▶ [WHAT IS REQUIRED]
Report each line of the entries that contains the word "JULIO", copied in full.

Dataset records
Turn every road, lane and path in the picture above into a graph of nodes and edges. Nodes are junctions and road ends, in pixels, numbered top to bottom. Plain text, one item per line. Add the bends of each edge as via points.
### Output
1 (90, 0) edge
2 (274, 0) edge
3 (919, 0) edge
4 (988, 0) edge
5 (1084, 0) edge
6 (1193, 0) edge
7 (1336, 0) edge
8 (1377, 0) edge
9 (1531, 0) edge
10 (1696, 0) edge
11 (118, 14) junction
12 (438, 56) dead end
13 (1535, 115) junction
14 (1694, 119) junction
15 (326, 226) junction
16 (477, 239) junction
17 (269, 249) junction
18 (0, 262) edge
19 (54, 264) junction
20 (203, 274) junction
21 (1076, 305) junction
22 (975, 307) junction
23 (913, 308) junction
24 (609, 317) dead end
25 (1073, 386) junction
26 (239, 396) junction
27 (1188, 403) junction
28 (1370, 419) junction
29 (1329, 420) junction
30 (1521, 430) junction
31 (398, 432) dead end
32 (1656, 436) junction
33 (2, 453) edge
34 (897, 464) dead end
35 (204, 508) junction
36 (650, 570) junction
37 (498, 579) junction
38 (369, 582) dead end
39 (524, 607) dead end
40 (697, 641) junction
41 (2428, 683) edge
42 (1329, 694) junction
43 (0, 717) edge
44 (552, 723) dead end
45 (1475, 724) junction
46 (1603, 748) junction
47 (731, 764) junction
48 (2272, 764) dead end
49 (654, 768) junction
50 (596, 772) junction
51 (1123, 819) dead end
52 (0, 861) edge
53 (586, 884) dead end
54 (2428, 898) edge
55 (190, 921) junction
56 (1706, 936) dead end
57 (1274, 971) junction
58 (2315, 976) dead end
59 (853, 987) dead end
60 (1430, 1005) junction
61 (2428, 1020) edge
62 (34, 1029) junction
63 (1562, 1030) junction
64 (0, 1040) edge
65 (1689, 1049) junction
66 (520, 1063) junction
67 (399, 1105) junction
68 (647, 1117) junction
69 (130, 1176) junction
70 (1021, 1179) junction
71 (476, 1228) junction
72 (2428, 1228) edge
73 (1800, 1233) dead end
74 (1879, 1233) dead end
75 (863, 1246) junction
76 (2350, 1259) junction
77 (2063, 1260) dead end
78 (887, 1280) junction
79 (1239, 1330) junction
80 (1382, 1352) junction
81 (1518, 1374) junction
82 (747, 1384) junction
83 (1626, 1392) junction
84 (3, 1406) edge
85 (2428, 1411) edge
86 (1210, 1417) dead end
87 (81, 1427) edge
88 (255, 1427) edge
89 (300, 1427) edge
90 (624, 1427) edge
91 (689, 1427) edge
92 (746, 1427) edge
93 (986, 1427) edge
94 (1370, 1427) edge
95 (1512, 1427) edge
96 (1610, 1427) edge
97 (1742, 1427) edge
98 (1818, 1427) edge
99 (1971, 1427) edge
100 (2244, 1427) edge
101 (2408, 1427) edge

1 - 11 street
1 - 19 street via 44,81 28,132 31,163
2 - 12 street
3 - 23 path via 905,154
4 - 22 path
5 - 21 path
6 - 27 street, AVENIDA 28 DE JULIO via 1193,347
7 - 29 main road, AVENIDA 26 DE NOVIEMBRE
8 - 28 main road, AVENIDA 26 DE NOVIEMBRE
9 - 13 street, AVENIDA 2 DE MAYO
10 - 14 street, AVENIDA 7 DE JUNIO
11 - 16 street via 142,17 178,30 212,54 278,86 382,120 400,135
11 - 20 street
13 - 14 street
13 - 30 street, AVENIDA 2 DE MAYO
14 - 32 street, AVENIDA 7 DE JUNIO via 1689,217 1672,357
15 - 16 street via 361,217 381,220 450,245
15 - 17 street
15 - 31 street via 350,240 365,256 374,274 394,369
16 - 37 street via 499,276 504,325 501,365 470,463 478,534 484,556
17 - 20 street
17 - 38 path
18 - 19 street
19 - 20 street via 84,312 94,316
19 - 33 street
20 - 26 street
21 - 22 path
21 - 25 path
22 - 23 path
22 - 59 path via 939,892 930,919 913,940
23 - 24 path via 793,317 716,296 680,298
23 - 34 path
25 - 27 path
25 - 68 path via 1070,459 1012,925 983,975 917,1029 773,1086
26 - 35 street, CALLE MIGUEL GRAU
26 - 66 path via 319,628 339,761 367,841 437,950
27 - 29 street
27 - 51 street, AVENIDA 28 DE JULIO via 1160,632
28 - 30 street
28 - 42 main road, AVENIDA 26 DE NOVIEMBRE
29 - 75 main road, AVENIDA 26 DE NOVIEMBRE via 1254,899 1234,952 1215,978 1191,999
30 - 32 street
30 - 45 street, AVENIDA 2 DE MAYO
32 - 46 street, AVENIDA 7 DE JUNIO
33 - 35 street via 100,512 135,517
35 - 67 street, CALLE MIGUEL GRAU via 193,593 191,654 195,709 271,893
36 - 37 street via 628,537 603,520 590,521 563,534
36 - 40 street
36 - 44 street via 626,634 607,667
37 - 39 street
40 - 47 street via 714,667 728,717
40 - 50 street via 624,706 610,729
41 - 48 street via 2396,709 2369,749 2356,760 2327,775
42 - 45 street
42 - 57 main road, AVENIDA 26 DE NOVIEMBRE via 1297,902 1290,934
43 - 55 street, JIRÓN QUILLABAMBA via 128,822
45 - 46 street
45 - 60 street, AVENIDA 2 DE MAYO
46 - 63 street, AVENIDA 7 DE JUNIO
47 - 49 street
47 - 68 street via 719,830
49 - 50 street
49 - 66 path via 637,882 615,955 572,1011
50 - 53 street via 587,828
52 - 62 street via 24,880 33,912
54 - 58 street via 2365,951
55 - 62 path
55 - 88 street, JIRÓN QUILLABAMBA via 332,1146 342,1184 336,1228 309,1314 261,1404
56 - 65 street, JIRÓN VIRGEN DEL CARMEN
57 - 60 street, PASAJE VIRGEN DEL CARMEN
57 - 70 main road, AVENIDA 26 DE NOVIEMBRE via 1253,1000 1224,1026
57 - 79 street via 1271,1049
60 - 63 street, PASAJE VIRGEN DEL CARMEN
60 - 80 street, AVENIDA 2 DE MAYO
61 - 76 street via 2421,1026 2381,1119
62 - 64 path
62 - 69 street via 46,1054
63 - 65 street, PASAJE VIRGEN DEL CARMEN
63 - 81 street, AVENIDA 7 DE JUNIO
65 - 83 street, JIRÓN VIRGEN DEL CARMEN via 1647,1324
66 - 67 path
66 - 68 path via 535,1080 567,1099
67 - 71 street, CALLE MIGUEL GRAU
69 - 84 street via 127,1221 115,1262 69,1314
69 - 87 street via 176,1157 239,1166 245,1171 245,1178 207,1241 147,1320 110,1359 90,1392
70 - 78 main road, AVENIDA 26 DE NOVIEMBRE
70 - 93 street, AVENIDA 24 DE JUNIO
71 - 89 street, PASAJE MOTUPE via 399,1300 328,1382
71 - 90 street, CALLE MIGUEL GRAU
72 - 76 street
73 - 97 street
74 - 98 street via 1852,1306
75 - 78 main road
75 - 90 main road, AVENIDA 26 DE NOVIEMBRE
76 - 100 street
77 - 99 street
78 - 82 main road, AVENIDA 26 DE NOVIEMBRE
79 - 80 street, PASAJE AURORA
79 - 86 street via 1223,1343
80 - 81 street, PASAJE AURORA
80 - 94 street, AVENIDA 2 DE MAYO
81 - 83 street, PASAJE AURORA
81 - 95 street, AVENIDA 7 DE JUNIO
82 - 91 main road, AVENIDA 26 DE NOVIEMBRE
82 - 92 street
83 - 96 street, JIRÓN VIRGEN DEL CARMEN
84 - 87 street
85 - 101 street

▶ [TASK OUTPUT]
6 - 27 street, AVENIDA 28 DE JULIO via 1193,347
27 - 51 street, AVENIDA 28 DE JULIO via 1160,632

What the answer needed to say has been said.